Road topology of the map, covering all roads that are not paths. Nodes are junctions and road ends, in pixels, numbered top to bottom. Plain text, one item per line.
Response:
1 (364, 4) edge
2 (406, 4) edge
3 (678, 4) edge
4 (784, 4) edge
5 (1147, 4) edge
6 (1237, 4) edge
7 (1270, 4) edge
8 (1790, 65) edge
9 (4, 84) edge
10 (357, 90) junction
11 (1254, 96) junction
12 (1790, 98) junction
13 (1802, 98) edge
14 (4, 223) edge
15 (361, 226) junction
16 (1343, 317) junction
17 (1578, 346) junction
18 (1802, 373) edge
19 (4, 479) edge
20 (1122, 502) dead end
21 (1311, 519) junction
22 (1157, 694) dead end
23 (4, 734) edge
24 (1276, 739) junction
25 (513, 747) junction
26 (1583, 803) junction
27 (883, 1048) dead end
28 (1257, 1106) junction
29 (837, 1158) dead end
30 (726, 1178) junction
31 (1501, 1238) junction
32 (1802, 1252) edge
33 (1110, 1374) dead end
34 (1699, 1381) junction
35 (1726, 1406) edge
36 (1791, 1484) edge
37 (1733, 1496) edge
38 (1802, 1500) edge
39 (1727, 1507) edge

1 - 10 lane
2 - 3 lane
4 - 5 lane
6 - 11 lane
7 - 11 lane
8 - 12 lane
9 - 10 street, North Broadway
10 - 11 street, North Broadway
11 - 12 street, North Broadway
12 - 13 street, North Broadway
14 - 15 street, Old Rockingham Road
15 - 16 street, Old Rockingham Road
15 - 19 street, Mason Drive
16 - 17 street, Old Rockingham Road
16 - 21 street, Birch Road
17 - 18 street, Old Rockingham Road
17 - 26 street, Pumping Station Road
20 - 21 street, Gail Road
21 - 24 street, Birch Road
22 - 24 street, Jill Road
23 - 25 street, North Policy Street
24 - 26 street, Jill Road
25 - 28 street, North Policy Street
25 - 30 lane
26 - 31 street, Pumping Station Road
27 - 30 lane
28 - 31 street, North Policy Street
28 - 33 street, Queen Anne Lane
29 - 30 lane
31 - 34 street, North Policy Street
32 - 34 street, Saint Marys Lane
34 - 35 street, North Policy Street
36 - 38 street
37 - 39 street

**Task goal**: Whenever the word "Birch" shows up in a line of the entries above, copy that line.

**Answer section**:
16 - 21 street, Birch Road
21 - 24 street, Birch Road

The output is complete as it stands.